Within the complex world of tax administration, we should all be reminded of the following comments of Judge Learned Hand:
. . . the words of such an act as the Income Tax *** merely dance before my eyes in a meaningless procession: cross-reference to cross-reference, exception upon exception – couched in abstract terms that offer no handle to seize hold of – leave in my mind only a confused sense of some vitally important, but successfully concealed, purport, which it is my duty to extract, but which is within my power, if at all, only after the most inordinate expenditure of time. I know that these monsters are the result of fabulous industry and ingenuity, plugging up this hole and casting out that net, against all possible evasion; yet at times I cannot help but recalling a saying of William James about certain passages of Hegel: that they were, no doubt, written with a passion of rationality; but that one cannot help wondering whether to the reader they have any significance save that the words are strung together with syntactical correctness. *** [Hand, “Thomas Walter Swan”, 57 Yale L. J. 167, 169(1947).]

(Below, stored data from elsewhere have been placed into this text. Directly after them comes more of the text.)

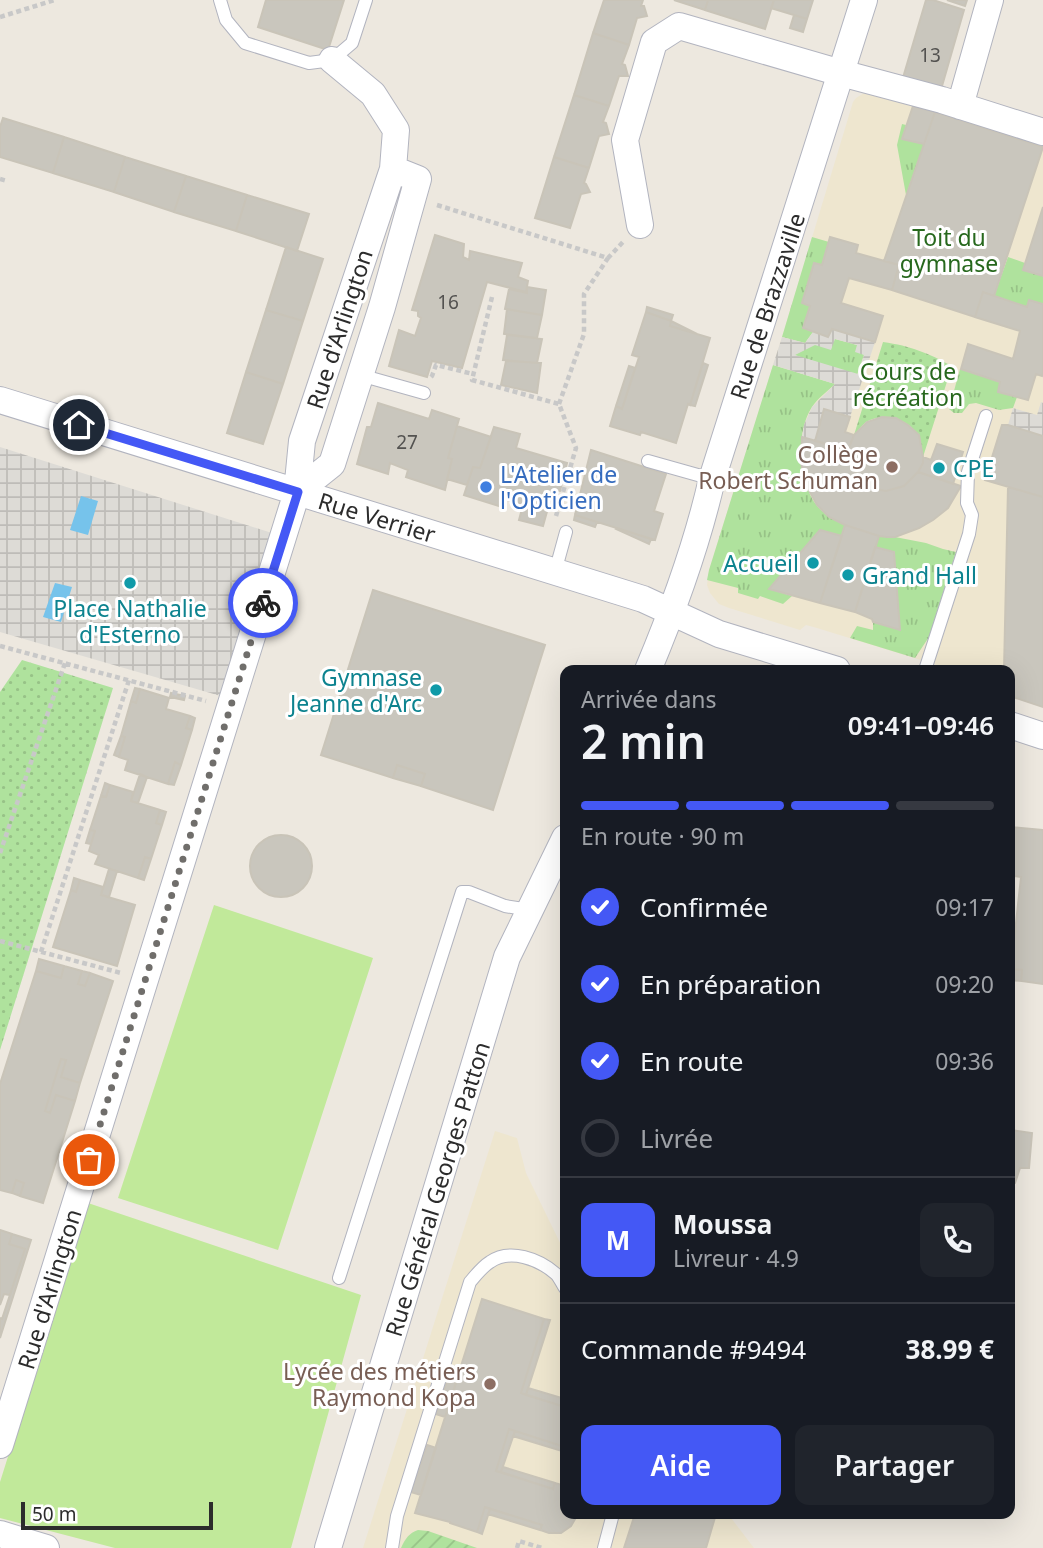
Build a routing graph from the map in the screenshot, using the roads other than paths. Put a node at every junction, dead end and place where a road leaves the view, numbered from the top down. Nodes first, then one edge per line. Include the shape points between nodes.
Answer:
1 (220, 0) edge
2 (366, 0) edge
3 (864, 0) edge
4 (990, 0) edge
5 (331, 60) junction
6 (841, 73) junction
7 (960, 106) junction
8 (1043, 132) edge
9 (393, 169) junction
10 (640, 225) road end
11 (359, 375) junction
12 (424, 393) dead end
13 (0, 400) edge
14 (986, 416) dead end
15 (648, 461) dead end
16 (712, 479) junction
17 (298, 492) junction
18 (566, 532) dead end
19 (555, 572) junction
20 (673, 612) junction
21 (650, 665) edge
22 (821, 665) edge
23 (927, 665) edge
24 (1015, 727) edge
25 (1043, 736) edge
26 (560, 848) edge
27 (530, 910) junction
28 (339, 1278) dead end
29 (560, 1279) edge
30 (0, 1445) edge
31 (612, 1519) edge
32 (0, 1534) edge
33 (46, 1548) edge
34 (328, 1548) edge
35 (392, 1548) edge
36 (604, 1548) edge

1 - 5 lane via 226,20 245,44 309,63
2 - 5 lane via 352,43
3 - 6 street, Rue de Brazzaville
4 - 7 street
5 - 9 street, Rue d'Arlington via 373,94 396,130
6 - 7 street
6 - 10 street via 679,26 654,42 625,139
6 - 16 street, Rue de Brazzaville
7 - 8 street
9 - 11 street, Rue d'Arlington via 418,179
9 - 17 street, Rue d'Arlington via 302,440
11 - 12 lane, Rue d'Arlington
11 - 17 street, Rue d'Arlington via 331,464
13 - 17 street, Rue Verrier
14 - 23 lane via 968,472 969,534
15 - 16 lane
16 - 20 street, Rue de Brazzaville
17 - 19 street, Rue Verrier
17 - 30 street, Rue d'Arlington
18 - 19 lane
19 - 20 street, Rue Verrier
20 - 21 street
20 - 22 street, Rue Verrier via 719,634
24 - 25 street
26 - 27 street, Rue Général Georges Patton
27 - 28 lane via 462,892
27 - 34 street, Rue Général Georges Patton via 507,957
29 - 35 lane via 537,1262 504,1255 470,1282 397,1516
31 - 36 lane
32 - 33 street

The Audit Letter. Against this background it must be acknowledged that an Internal Revenue Service civil audit letter may, in some cases, also signal the beginning of a potential civil or criminal fraud investigation. The potential fraud/criminal exposure could be based on items set forth on a return such as unreported income, improper deductions or some other false or inaccurate statement on the return. The taxpayer’s representative must immediately adopt a defensive posture with respect to the “areas of sensitivity,” especially given the “Indirect Method / Financial Status” audit techniques being utilized by Internal Revenue Agents.
Involvement of Counsel? If there are potentially sensitive issues, the taxpayer should be interviewed by counsel in order to determine whether there is a need to fully preserve potentially privileged information. In turn, counsel should consider engaging the accountant to coordinate the audit on behalf of the taxpayer. Under the doctrine of United States v. Kovel, 292 F.2d 18 (2d Cir. 1961), the investigative accountant may be clothed with an extension of the attorney’s privilege. Further, and of significant importance to the accountant, the accountant might become the subject of a malpractice action if not engaged by the taxpayer’s counsel in the event information revealed to the accountant during or in preparation of an audit is ultimately required to be unnecessarily disclosed to others.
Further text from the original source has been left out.